I want to use conditional computation of the following form. It uses the output of NN1 in stage 1, in order to decide whether to use NN2 or NN3 in the next stage.

def forward(self, x):
      y = self.NN1(x)
      if y>0:
         return self.NN2(x)
     else:
         return self.NN3(x)

I do not know how to implement it. The existing methods compute both NN2(x) and NN3(x), and then multiply either NN2(x) by 0, or NN3(x) by 0. However, such an implementation does not give savings in terms of computations saved.

albanD · March 14, 2018, 10:05am

Hi,

The implementation of the forward method just above is correct, just use that.
You will need to tweak the condition so that it unpacks the content of x out of the Variable and you’re good to go.

rahul · March 14, 2018, 9:20pm

Hi Alban,
thanks for a quick reply. So during the forward pass, the above code will use either NN2, or NN3 for generating the output? What about the backward pass? Any help will be very useful.

albanD · March 15, 2018, 12:56pm

Well the forward pass will create the computational graph corresponding to what was used during the forward, so if you used NN2, it will backward in NN2, if NN3 was used, it will backward in NN3.
This is actually the main advantage of dynamic graph (like pytorch) vs static graph (like tensorflow), you can do whatever you want in your forward pass, it will backward in whatever was used.
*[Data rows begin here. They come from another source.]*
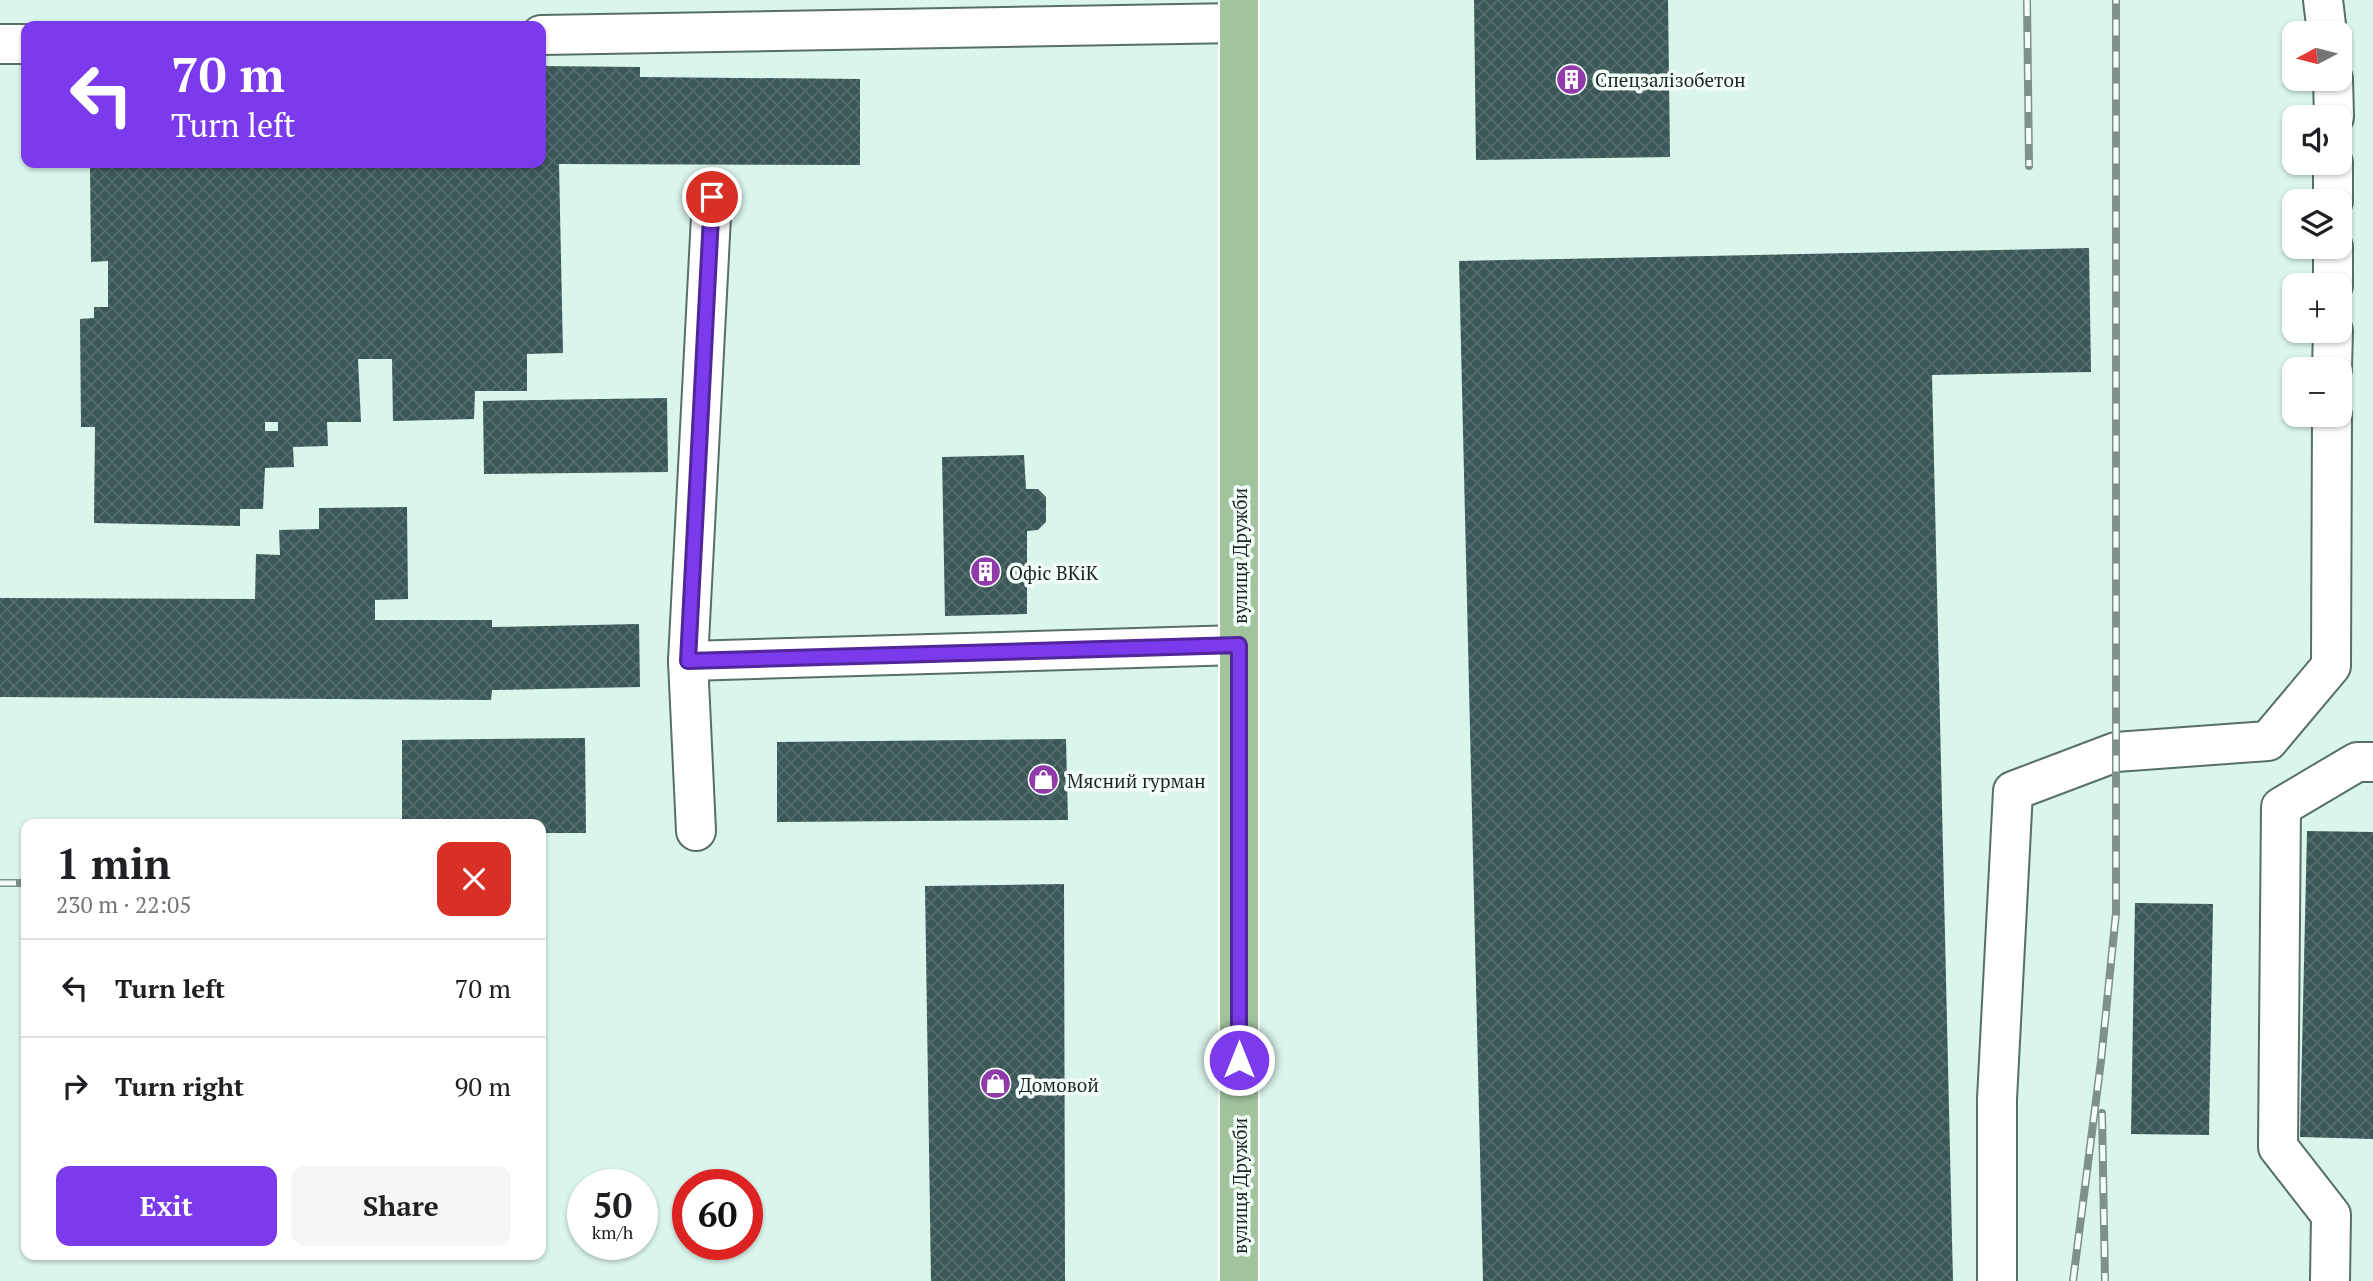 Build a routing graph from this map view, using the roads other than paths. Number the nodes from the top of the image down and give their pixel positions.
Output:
1 (2323, 0) edge
2 (1239, 12) edge
3 (2326, 21) edge
4 (546, 35) edge
5 (0, 44) edge
6 (21, 44) edge
7 (712, 197) dead end
8 (2332, 427) edge
9 (1239, 645) junction
10 (688, 661) junction
11 (2373, 762) edge
12 (696, 831) dead end
13 (1239, 1281) edge
14 (1997, 1281) edge
15 (2330, 1281) edge

1 - 3 street
2 - 4 street
2 - 9 main road, вулиця Дружби
5 - 6 street
7 - 10 street
8 - 14 street
9 - 10 street
9 - 13 main road, вулиця Дружби
10 - 12 street
11 - 15 street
jpeg729 · March 15, 2018, 8:43pm

The above code will run one of NN2 or NN3 for all the samples in the batch.
If you need to run NN2 for some samples, and NN3 for others, then masking some samples by multiplying by 0 is probably the most efficient method. Doing NN2 and NN3 for all samples and then masking the unwanted results is probably faster than the alternative because the matrix operations are heavily parallelised. Separating out the samples that need to run through NN2 from those that need to run through NN3 and then splicing the results back together properly is almost certainly harder to write and slower to run.

rahul · March 15, 2018, 9:05pm

Hi Alban,
I think there is a miscommunication. The quantity y = NN1(x) is a scalar for a single data point x. So, I am not able to understand what you meant when you said to " tweak the condition so that it unpacks the content of x out of the Variable ". Can you please elaborate a bit?
Lets say y= NN1(x) returns either 0 or 1 for a single data point x. If we input a batch of 1000 data points, NN1(x) is a 1000 dimensional tensor, consisting of 0s and 1s.
Now, if the i-th element of NN1(x) is 1, I want to output NN2(x), else I want to output NN3(x).

rahul · March 15, 2018, 9:06pm

I have slightly edited the condition so as to avoid miscommunication. Any help will be very useful.Thanks.

ptrblck · March 15, 2018, 11:18pm

Maybe I don’t see the difference, but the posted approached from @SimonW and @jpeg729 in this thread seem to be applicable here.

jpeg729 · March 15, 2018, 11:26pm

In order to shortcut plenty of misunderstandings, could you add a single line to the code and show us the output…

def forward(self, x):
      y = self.NN1(x)
      print(x.size(), y.size()) # <- this line
      if y>0:
         return self.NN2(x)
     else:
         return self.NN3(x)

rahul · March 15, 2018, 11:34pm

Hi, thanks for reply. The techniques posted in that thread do not work. As of present, I don’t know of any techniques in PyTorch which do conditional computation. I have read many works, such as that of ACT and Skipnets, but everyone simply multiplies the outputs by 0! Any help will be very useful.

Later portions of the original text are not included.